Chamberlain played for Norwood initially in 1909; but, during the year, he was relocated to Singapore through his work with the Eastern Extension Telegraph Company. While in Singapore he played rugby union and represented the Crown colony in fixtures again the Malay State.

While serving in Singapore, he played for the Straits Settlements cricket team, appearing in four matches against the Federated Malay States between 1910 and 1913.

===Soccer===
He took up soccer when he moved to Perth in 1904; but gave it away in 1906 to play Australian Rules Football for Perth.

===Australian Rules football===
After spending some time in Tasmania, Chamberlain moved to Sydney at the age of 17 and played Australian rules football for Paddington. During this time, he twice represented New South Wales at interstate football.

Although initially playing soccer on his move to Perth in 1904, he abandoned soccer in 1906 and began playing Australian Rules once more with the Perth Football Club in the West Australian Football Association.

In 1908 he signed with the Norwood Football Club in the South Australian Football League. Playing as a forward, Chamberlain kicked 30 goals to top his club's goalkicking and fall just three short of league leader John Mathison from Port Adelaide.
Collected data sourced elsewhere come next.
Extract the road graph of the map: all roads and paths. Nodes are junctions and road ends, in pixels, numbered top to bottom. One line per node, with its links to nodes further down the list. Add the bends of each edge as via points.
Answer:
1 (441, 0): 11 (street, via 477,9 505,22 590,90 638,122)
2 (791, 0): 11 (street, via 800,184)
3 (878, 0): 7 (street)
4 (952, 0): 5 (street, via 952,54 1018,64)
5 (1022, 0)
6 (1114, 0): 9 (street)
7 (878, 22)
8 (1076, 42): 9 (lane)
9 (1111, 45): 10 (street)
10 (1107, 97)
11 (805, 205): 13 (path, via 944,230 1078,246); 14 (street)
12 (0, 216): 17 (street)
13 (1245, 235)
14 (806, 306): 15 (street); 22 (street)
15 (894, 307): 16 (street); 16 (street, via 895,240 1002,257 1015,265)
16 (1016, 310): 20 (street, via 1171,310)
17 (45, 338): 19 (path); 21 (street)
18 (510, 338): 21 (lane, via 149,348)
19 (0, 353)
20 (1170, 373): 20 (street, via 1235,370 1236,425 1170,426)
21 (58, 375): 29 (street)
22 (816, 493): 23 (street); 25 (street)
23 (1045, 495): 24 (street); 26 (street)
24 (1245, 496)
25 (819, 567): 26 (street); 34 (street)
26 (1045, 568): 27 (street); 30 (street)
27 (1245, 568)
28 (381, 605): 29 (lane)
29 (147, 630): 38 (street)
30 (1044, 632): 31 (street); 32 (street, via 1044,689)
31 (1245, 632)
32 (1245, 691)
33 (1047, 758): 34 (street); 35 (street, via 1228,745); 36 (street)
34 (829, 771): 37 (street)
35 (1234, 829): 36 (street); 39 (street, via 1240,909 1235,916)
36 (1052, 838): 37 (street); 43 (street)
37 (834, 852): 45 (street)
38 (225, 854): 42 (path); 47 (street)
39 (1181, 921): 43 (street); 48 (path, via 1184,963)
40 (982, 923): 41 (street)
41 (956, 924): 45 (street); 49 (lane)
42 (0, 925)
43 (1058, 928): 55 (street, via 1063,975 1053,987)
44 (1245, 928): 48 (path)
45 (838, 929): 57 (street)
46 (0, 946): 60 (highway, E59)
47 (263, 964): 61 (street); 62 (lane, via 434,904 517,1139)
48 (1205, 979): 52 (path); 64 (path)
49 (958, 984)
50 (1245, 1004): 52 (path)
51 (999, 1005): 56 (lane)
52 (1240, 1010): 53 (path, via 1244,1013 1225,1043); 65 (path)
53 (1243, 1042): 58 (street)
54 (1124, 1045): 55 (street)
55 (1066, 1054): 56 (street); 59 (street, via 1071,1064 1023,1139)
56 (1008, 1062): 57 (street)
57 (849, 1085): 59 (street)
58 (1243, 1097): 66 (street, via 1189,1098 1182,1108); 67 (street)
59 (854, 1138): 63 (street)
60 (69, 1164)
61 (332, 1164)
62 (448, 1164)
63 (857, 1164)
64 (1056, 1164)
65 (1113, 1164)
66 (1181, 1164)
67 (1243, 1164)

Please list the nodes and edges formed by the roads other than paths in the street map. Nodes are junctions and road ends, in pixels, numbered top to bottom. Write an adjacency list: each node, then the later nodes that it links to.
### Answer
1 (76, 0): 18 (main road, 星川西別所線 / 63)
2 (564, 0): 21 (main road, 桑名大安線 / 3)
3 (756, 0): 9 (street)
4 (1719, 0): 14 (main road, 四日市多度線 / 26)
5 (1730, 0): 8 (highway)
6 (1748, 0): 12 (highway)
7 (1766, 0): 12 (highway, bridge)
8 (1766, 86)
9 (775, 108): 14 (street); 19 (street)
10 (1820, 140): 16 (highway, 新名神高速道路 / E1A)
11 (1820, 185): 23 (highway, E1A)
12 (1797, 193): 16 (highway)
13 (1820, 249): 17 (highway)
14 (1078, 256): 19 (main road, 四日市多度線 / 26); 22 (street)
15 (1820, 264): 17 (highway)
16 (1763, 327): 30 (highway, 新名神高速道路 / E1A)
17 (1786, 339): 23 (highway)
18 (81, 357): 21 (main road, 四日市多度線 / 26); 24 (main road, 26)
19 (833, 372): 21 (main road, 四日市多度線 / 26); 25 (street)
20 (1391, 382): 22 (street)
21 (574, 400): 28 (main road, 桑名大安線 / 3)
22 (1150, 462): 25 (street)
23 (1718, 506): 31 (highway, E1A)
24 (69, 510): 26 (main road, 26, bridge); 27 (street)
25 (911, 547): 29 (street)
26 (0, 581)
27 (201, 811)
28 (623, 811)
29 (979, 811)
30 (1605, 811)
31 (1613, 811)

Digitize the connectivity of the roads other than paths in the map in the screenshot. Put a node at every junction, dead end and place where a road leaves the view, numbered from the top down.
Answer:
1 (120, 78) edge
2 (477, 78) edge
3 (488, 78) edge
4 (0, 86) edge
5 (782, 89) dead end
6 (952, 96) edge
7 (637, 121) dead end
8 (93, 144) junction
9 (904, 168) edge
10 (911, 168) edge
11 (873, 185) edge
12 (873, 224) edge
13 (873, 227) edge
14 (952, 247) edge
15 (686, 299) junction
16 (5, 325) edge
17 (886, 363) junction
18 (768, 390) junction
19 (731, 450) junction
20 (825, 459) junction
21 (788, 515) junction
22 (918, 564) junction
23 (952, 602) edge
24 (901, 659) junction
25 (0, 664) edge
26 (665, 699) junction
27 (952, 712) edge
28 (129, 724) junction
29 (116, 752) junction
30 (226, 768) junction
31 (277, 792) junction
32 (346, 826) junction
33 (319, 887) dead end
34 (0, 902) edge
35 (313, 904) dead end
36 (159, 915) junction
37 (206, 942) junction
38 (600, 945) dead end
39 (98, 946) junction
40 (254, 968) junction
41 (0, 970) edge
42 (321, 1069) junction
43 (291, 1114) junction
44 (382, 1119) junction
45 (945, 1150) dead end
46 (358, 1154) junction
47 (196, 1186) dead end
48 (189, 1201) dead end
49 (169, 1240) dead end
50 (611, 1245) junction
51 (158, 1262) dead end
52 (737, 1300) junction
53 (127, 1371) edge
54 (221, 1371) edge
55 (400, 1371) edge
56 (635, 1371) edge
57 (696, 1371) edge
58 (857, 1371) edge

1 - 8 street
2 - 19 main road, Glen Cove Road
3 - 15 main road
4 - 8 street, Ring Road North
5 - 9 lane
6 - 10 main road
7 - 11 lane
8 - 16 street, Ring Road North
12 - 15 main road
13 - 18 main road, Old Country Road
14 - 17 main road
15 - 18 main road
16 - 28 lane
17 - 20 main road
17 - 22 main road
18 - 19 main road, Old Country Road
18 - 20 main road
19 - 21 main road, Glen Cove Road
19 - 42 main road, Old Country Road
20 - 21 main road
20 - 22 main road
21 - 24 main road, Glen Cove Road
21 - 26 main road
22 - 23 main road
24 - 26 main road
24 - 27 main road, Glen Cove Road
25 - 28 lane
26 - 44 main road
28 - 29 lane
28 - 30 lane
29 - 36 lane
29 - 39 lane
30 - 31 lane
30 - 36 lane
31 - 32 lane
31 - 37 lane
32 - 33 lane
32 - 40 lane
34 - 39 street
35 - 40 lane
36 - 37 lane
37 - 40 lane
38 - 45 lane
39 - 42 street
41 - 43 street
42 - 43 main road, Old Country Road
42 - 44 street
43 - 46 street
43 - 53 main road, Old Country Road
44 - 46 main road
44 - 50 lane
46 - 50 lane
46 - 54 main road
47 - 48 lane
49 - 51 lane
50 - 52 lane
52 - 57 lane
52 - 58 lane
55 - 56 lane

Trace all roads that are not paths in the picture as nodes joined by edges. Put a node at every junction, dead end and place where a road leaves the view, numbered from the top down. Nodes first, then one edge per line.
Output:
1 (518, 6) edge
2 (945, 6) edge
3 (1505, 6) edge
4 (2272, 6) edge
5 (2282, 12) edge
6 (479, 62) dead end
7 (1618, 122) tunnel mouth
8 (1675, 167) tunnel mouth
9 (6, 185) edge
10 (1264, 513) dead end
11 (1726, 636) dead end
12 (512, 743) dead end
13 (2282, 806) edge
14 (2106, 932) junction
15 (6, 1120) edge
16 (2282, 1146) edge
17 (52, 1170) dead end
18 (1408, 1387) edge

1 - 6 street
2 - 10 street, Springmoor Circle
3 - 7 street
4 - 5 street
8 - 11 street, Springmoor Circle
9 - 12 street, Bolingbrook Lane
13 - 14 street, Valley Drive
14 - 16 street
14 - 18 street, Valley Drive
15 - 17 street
He participated in the 1908 Challenge Final, which Norwood lost narrowly, and represented South Australia in that year's Melbourne Carnival. Due to his employment transfer to Singapore, he only played for part of the 1909 season. In 1914, while on leave, Chamberlain played again with Norwood.

===Rugby Union===
While in Singapore he played rugby union and represented the Crown colony in fixtures against the Malay State.

===Lawn bowls===
In later life, Chamberlain played lawn bowls at a high level for many years with the Toorak Bowling Club (in Toorak Gardens, South Australia). In 1926, he won the South Australian single bowls championship, and, in 1930, having moved to Eudunda, Chamberlain won the South Australian country singles bowls championship.

==Death==
He died (suddenly) at his home in Leabrook, South Australia on 1 April 1941.